**Exercise objective**
Print the following entries without any change.

**Records for this exercise**

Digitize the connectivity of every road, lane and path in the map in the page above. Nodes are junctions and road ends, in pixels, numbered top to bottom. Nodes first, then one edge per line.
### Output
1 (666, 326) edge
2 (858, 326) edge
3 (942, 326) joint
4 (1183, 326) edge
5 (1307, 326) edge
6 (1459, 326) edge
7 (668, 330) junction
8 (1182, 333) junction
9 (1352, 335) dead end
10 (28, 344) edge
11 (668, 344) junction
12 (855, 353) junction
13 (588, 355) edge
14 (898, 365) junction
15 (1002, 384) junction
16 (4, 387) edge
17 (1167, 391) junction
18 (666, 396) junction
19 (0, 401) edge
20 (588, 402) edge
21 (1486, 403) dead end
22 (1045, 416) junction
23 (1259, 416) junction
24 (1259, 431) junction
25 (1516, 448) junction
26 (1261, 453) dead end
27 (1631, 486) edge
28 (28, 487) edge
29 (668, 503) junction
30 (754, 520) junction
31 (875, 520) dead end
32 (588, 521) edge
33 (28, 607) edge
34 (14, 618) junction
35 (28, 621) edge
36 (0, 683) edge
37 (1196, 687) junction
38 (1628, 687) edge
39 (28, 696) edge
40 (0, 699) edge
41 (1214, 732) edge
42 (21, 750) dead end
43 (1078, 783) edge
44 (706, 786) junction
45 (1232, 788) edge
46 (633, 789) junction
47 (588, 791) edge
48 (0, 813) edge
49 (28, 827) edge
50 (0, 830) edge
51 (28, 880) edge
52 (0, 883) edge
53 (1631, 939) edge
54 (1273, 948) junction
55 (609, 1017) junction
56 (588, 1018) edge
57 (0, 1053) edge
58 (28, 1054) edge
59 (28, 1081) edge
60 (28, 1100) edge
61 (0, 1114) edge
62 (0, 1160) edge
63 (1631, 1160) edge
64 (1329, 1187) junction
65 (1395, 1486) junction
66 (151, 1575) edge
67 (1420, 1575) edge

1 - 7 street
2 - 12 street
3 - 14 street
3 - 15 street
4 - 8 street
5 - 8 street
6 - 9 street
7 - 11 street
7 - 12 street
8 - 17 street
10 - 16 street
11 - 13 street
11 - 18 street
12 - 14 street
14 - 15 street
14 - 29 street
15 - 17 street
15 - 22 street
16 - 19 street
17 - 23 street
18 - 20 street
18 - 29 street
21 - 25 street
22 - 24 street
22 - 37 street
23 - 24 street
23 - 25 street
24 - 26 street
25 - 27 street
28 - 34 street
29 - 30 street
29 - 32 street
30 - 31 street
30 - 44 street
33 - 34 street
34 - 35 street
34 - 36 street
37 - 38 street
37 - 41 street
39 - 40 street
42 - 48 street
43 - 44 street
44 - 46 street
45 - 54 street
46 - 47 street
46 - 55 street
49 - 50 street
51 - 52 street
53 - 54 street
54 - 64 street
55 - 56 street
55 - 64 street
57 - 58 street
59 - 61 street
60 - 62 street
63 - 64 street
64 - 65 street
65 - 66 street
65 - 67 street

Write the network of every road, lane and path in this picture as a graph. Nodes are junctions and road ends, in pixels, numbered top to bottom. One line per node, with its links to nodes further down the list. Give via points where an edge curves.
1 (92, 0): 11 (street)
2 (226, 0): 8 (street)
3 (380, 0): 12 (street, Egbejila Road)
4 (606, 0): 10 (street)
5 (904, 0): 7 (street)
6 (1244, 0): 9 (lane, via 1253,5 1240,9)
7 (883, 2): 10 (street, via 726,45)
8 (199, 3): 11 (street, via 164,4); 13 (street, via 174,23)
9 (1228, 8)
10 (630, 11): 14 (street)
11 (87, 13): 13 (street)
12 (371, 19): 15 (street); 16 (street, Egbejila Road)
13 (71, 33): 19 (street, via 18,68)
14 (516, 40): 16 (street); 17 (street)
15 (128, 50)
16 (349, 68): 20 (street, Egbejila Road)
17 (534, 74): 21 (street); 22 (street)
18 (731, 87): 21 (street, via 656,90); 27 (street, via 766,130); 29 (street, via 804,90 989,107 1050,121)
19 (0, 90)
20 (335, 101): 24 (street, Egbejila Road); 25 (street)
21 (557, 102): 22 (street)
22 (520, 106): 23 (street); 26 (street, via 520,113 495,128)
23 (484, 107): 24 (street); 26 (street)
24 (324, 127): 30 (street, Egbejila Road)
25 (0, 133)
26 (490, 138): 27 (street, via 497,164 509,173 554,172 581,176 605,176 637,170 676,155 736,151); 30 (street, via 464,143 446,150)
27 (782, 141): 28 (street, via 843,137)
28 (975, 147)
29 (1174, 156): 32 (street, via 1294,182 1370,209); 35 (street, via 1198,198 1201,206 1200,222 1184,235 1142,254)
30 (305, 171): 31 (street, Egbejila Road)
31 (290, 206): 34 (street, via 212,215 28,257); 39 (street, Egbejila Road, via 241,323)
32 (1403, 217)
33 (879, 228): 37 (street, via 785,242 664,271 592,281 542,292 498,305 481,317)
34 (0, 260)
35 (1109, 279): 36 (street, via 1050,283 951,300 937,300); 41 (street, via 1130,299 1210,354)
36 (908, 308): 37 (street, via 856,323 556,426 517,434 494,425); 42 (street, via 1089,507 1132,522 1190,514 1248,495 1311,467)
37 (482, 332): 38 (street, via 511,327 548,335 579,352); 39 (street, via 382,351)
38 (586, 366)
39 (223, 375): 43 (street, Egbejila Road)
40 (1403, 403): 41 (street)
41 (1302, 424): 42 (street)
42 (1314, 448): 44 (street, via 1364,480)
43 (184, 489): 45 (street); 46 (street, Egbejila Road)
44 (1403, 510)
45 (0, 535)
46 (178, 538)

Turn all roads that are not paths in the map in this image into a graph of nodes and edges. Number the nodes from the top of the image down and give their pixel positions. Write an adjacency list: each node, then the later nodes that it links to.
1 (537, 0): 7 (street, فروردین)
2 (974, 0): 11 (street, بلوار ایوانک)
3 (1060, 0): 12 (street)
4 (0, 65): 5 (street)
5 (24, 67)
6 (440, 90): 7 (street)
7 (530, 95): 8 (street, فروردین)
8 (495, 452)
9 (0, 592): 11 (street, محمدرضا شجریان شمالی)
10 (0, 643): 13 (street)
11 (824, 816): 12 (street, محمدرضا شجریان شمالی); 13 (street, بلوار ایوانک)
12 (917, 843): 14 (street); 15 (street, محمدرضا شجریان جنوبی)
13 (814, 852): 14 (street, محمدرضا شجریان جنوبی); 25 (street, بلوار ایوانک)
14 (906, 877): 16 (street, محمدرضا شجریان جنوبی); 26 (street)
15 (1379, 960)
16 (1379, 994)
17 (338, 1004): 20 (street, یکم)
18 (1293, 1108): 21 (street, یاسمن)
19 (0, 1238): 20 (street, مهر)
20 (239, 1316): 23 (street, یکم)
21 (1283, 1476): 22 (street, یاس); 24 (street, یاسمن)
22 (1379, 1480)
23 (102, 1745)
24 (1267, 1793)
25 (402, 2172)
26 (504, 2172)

**Exercise result**
Digitize the connectivity of every road, lane and path in the map in the page above. Nodes are junctions and road ends, in pixels, numbered top to bottom. Nodes first, then one edge per line.
### Output
1 (666, 326) edge
2 (858, 326) edge
3 (942, 326) joint
4 (1183, 326) edge
5 (1307, 326) edge
6 (1459, 326) edge
7 (668, 330) junction
8 (1182, 333) junction
9 (1352, 335) dead end
10 (28, 344) edge
11 (668, 344) junction
12 (855, 353) junction
13 (588, 355) edge
14 (898, 365) junction
15 (1002, 384) junction
16 (4, 387) edge
17 (1167, 391) junction
18 (666, 396) junction
19 (0, 401) edge
20 (588, 402) edge
21 (1486, 403) dead end
22 (1045, 416) junction
23 (1259, 416) junction
24 (1259, 431) junction
25 (1516, 448) junction
26 (1261, 453) dead end
27 (1631, 486) edge
28 (28, 487) edge
29 (668, 503) junction
30 (754, 520) junction
31 (875, 520) dead end
32 (588, 521) edge
33 (28, 607) edge
34 (14, 618) junction
35 (28, 621) edge
36 (0, 683) edge
37 (1196, 687) junction
38 (1628, 687) edge
39 (28, 696) edge
40 (0, 699) edge
41 (1214, 732) edge
42 (21, 750) dead end
43 (1078, 783) edge
44 (706, 786) junction
45 (1232, 788) edge
46 (633, 789) junction
47 (588, 791) edge
48 (0, 813) edge
49 (28, 827) edge
50 (0, 830) edge
51 (28, 880) edge
52 (0, 883) edge
53 (1631, 939) edge
54 (1273, 948) junction
55 (609, 1017) junction
56 (588, 1018) edge
57 (0, 1053) edge
58 (28, 1054) edge
59 (28, 1081) edge
60 (28, 1100) edge
61 (0, 1114) edge
62 (0, 1160) edge
63 (1631, 1160) edge
64 (1329, 1187) junction
65 (1395, 1486) junction
66 (151, 1575) edge
67 (1420, 1575) edge

1 - 7 street
2 - 12 street
3 - 14 street
3 - 15 street
4 - 8 street
5 - 8 street
6 - 9 street
7 - 11 street
7 - 12 street
8 - 17 street
10 - 16 street
11 - 13 street
11 - 18 street
12 - 14 street
14 - 15 street
14 - 29 street
15 - 17 street
15 - 22 street
16 - 19 street
17 - 23 street
18 - 20 street
18 - 29 street
21 - 25 street
22 - 24 street
22 - 37 street
23 - 24 street
23 - 25 street
24 - 26 street
25 - 27 street
28 - 34 street
29 - 30 street
29 - 32 street
30 - 31 street
30 - 44 street
33 - 34 street
34 - 35 street
34 - 36 street
37 - 38 street
37 - 41 street
39 - 40 street
42 - 48 street
43 - 44 street
44 - 46 street
45 - 54 street
46 - 47 street
46 - 55 street
49 - 50 street
51 - 52 street
53 - 54 street
54 - 64 street
55 - 56 street
55 - 64 street
57 - 58 street
59 - 61 street
60 - 62 street
63 - 64 street
64 - 65 street
65 - 66 street
65 - 67 street

Write the network of every road, lane and path in this picture as a graph. Nodes are junctions and road ends, in pixels, numbered top to bottom. One line per node, with its links to nodes further down the list. Give via points where an edge curves.
1 (92, 0): 11 (street)
2 (226, 0): 8 (street)
3 (380, 0): 12 (street, Egbejila Road)
4 (606, 0): 10 (street)
5 (904, 0): 7 (street)
6 (1244, 0): 9 (lane, via 1253,5 1240,9)
7 (883, 2): 10 (street, via 726,45)
8 (199, 3): 11 (street, via 164,4); 13 (street, via 174,23)
9 (1228, 8)
10 (630, 11): 14 (street)
11 (87, 13): 13 (street)
12 (371, 19): 15 (street); 16 (street, Egbejila Road)
13 (71, 33): 19 (street, via 18,68)
14 (516, 40): 16 (street); 17 (street)
15 (128, 50)
16 (349, 68): 20 (street, Egbejila Road)
17 (534, 74): 21 (street); 22 (street)
18 (731, 87): 21 (street, via 656,90); 27 (street, via 766,130); 29 (street, via 804,90 989,107 1050,121)
19 (0, 90)
20 (335, 101): 24 (street, Egbejila Road); 25 (street)
21 (557, 102): 22 (street)
22 (520, 106): 23 (street); 26 (street, via 520,113 495,128)
23 (484, 107): 24 (street); 26 (street)
24 (324, 127): 30 (street, Egbejila Road)
25 (0, 133)
26 (490, 138): 27 (street, via 497,164 509,173 554,172 581,176 605,176 637,170 676,155 736,151); 30 (street, via 464,143 446,150)
27 (782, 141): 28 (street, via 843,137)
28 (975, 147)
29 (1174, 156): 32 (street, via 1294,182 1370,209); 35 (street, via 1198,198 1201,206 1200,222 1184,235 1142,254)
30 (305, 171): 31 (street, Egbejila Road)
31 (290, 206): 34 (street, via 212,215 28,257); 39 (street, Egbejila Road, via 241,323)
32 (1403, 217)
33 (879, 228): 37 (street, via 785,242 664,271 592,281 542,292 498,305 481,317)
34 (0, 260)
35 (1109, 279): 36 (street, via 1050,283 951,300 937,300); 41 (street, via 1130,299 1210,354)
36 (908, 308): 37 (street, via 856,323 556,426 517,434 494,425); 42 (street, via 1089,507 1132,522 1190,514 1248,495 1311,467)
37 (482, 332): 38 (street, via 511,327 548,335 579,352); 39 (street, via 382,351)
38 (586, 366)
39 (223, 375): 43 (street, Egbejila Road)
40 (1403, 403): 41 (street)
41 (1302, 424): 42 (street)
42 (1314, 448): 44 (street, via 1364,480)
43 (184, 489): 45 (street); 46 (street, Egbejila Road)
44 (1403, 510)
45 (0, 535)
46 (178, 538)

Turn all roads that are not paths in the map in this image into a graph of nodes and edges. Number the nodes from the top of the image down and give their pixel positions. Write an adjacency list: each node, then the later nodes that it links to.
1 (537, 0): 7 (street, فروردین)
2 (974, 0): 11 (street, بلوار ایوانک)
3 (1060, 0): 12 (street)
4 (0, 65): 5 (street)
5 (24, 67)
6 (440, 90): 7 (street)
7 (530, 95): 8 (street, فروردین)
8 (495, 452)
9 (0, 592): 11 (street, محمدرضا شجریان شمالی)
10 (0, 643): 13 (street)
11 (824, 816): 12 (street, محمدرضا شجریان شمالی); 13 (street, بلوار ایوانک)
12 (917, 843): 14 (street); 15 (street, محمدرضا شجریان جنوبی)
13 (814, 852): 14 (street, محمدرضا شجریان جنوبی); 25 (street, بلوار ایوانک)
14 (906, 877): 16 (street, محمدرضا شجریان جنوبی); 26 (street)
15 (1379, 960)
16 (1379, 994)
17 (338, 1004): 20 (street, یکم)
18 (1293, 1108): 21 (street, یاسمن)
19 (0, 1238): 20 (street, مهر)
20 (239, 1316): 23 (street, یکم)
21 (1283, 1476): 22 (street, یاس); 24 (street, یاسمن)
22 (1379, 1480)
23 (102, 1745)
24 (1267, 1793)
25 (402, 2172)
26 (504, 2172)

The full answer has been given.